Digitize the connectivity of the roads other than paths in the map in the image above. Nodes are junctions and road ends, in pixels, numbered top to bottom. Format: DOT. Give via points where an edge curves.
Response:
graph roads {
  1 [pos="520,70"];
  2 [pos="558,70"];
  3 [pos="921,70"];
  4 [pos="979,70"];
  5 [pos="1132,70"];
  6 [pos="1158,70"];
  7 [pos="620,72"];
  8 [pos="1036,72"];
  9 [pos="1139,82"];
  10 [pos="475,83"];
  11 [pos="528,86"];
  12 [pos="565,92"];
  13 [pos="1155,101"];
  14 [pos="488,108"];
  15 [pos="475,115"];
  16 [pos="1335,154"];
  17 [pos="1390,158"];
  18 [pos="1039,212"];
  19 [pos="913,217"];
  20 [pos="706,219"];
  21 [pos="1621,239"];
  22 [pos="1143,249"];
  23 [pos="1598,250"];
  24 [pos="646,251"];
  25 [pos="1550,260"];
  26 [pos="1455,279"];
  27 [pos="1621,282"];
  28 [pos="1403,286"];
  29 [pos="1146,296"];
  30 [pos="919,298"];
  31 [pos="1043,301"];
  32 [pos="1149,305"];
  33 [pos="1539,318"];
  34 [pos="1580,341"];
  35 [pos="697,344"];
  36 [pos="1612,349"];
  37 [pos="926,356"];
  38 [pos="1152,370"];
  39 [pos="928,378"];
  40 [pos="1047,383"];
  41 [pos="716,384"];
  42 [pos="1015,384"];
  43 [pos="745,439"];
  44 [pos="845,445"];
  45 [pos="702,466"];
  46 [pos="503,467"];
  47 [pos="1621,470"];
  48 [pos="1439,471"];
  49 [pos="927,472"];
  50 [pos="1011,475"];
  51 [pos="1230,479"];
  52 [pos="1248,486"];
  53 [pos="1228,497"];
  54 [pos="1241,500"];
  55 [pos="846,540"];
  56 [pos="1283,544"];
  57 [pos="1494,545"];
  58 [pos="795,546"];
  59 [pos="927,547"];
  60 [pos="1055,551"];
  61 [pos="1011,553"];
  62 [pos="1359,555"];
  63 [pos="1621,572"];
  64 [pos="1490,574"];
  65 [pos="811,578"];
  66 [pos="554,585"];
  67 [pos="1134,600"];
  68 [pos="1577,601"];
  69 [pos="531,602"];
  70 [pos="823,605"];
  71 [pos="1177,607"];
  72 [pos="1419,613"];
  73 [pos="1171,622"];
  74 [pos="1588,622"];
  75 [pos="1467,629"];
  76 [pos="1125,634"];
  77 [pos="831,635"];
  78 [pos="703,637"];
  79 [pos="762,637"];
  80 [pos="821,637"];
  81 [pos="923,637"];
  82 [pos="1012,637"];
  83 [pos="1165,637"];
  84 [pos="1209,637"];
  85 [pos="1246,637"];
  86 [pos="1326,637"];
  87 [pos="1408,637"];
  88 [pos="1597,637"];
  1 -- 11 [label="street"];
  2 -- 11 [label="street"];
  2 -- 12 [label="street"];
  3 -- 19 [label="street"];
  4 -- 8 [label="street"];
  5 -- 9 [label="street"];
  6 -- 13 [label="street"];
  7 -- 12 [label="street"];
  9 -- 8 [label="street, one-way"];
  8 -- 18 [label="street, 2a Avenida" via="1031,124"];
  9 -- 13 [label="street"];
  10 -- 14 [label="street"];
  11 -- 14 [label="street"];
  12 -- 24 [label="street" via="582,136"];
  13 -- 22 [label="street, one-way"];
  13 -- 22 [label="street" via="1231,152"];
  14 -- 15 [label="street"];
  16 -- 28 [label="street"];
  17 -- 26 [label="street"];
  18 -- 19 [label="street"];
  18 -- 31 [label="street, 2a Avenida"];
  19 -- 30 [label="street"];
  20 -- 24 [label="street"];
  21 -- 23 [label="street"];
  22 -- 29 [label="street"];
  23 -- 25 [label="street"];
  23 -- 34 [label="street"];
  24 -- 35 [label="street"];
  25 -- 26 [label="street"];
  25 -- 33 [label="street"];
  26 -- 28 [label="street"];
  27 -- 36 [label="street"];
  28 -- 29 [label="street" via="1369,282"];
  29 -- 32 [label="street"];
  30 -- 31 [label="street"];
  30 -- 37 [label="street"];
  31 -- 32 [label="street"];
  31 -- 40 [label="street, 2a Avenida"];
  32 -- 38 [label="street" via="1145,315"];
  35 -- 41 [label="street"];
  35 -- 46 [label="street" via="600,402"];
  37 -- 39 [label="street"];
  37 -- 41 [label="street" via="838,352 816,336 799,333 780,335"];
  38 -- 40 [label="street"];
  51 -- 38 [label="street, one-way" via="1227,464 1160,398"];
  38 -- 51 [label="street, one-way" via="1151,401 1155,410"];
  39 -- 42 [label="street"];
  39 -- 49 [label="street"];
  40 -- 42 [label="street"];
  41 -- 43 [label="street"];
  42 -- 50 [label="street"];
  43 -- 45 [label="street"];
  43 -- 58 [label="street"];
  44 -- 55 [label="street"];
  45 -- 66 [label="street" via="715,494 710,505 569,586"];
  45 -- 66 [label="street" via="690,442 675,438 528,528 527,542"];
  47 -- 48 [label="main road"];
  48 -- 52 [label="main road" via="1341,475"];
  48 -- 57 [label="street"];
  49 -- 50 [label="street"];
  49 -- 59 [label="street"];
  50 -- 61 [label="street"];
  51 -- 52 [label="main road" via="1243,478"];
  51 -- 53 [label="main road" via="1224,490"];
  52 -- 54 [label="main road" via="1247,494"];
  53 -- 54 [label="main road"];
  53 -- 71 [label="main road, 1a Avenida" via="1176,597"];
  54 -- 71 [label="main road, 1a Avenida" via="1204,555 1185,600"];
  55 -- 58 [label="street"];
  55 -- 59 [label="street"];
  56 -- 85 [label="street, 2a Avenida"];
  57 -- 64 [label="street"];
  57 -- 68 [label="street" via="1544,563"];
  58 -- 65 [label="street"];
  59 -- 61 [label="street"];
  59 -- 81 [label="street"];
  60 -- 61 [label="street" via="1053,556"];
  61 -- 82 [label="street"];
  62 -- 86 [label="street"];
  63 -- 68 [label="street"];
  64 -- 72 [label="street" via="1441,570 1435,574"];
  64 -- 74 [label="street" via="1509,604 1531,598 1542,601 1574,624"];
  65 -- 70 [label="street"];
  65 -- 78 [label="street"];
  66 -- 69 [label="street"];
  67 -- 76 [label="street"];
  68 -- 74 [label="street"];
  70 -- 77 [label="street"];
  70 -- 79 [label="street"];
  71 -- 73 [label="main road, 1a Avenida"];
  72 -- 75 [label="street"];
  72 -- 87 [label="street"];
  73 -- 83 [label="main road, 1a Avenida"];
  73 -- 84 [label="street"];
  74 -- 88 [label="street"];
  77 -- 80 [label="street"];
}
○ ○ ○
**Directions**
Whenever a line includes the word "main", pull it out of the entries.

**Output**
  47 -- 48 [label="main road"];
  48 -- 52 [label="main road" via="1341,475"];
  51 -- 52 [label="main road" via="1243,478"];
  51 -- 53 [label="main road" via="1224,490"];
  52 -- 54 [label="main road" via="1247,494"];
  53 -- 54 [label="main road"];
  53 -- 71 [label="main road, 1a Avenida" via="1176,597"];
  54 -- 71 [label="main road, 1a Avenida" via="1204,555 1185,600"];
  71 -- 73 [label="main road, 1a Avenida"];
  73 -- 83 [label="main road, 1a Avenida"];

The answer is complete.